YOUR GOAL ::
Render every entry verbatim.

Saved entries ::

*** Begin section ***

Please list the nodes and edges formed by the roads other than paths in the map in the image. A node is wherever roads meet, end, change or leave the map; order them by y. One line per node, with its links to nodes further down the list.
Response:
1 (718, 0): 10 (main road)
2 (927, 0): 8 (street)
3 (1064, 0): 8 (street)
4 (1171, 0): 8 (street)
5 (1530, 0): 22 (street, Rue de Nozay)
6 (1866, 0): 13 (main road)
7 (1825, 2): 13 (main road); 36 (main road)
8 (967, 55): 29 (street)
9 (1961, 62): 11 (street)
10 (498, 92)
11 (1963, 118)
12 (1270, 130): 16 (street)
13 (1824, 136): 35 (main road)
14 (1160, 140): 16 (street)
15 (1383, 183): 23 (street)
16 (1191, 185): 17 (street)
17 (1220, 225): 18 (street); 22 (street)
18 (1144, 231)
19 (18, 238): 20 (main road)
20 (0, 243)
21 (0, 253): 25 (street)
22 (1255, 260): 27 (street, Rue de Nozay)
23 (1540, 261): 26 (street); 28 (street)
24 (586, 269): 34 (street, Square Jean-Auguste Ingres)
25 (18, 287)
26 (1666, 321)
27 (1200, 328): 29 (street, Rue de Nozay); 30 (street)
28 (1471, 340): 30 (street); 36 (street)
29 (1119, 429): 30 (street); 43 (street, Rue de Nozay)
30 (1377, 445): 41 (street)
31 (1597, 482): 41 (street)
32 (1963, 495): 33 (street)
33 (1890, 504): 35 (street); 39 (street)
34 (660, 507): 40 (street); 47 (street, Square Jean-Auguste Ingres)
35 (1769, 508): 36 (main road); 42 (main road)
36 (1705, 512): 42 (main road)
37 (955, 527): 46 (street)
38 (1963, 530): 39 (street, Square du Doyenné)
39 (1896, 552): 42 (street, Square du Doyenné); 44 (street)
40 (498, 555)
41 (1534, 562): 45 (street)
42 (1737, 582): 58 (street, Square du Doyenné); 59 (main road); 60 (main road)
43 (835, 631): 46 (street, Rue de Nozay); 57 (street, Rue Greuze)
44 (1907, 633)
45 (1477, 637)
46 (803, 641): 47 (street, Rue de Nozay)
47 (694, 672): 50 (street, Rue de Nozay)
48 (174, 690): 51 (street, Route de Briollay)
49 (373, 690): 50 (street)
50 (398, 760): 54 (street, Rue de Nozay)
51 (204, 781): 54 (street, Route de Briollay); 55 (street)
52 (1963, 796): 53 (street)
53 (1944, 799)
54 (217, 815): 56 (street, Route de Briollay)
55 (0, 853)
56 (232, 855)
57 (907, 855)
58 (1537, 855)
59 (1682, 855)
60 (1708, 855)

*** End section ***

TASK RESULT ::
Please list the nodes and edges formed by the roads other than paths in the map in the image. A node is wherever roads meet, end, change or leave the map; order them by y. One line per node, with its links to nodes further down the list.
Response:
1 (718, 0): 10 (main road)
2 (927, 0): 8 (street)
3 (1064, 0): 8 (street)
4 (1171, 0): 8 (street)
5 (1530, 0): 22 (street, Rue de Nozay)
6 (1866, 0): 13 (main road)
7 (1825, 2): 13 (main road); 36 (main road)
8 (967, 55): 29 (street)
9 (1961, 62): 11 (street)
10 (498, 92)
11 (1963, 118)
12 (1270, 130): 16 (street)
13 (1824, 136): 35 (main road)
14 (1160, 140): 16 (street)
15 (1383, 183): 23 (street)
16 (1191, 185): 17 (street)
17 (1220, 225): 18 (street); 22 (street)
18 (1144, 231)
19 (18, 238): 20 (main road)
20 (0, 243)
21 (0, 253): 25 (street)
22 (1255, 260): 27 (street, Rue de Nozay)
23 (1540, 261): 26 (street); 28 (street)
24 (586, 269): 34 (street, Square Jean-Auguste Ingres)
25 (18, 287)
26 (1666, 321)
27 (1200, 328): 29 (street, Rue de Nozay); 30 (street)
28 (1471, 340): 30 (street); 36 (street)
29 (1119, 429): 30 (street); 43 (street, Rue de Nozay)
30 (1377, 445): 41 (street)
31 (1597, 482): 41 (street)
32 (1963, 495): 33 (street)
33 (1890, 504): 35 (street); 39 (street)
34 (660, 507): 40 (street); 47 (street, Square Jean-Auguste Ingres)
35 (1769, 508): 36 (main road); 42 (main road)
36 (1705, 512): 42 (main road)
37 (955, 527): 46 (street)
38 (1963, 530): 39 (street, Square du Doyenné)
39 (1896, 552): 42 (street, Square du Doyenné); 44 (street)
40 (498, 555)
41 (1534, 562): 45 (street)
42 (1737, 582): 58 (street, Square du Doyenné); 59 (main road); 60 (main road)
43 (835, 631): 46 (street, Rue de Nozay); 57 (street, Rue Greuze)
44 (1907, 633)
45 (1477, 637)
46 (803, 641): 47 (street, Rue de Nozay)
47 (694, 672): 50 (street, Rue de Nozay)
48 (174, 690): 51 (street, Route de Briollay)
49 (373, 690): 50 (street)
50 (398, 760): 54 (street, Rue de Nozay)
51 (204, 781): 54 (street, Route de Briollay); 55 (street)
52 (1963, 796): 53 (street)
53 (1944, 799)
54 (217, 815): 56 (street, Route de Briollay)
55 (0, 853)
56 (232, 855)
57 (907, 855)
58 (1537, 855)
59 (1682, 855)
60 (1708, 855)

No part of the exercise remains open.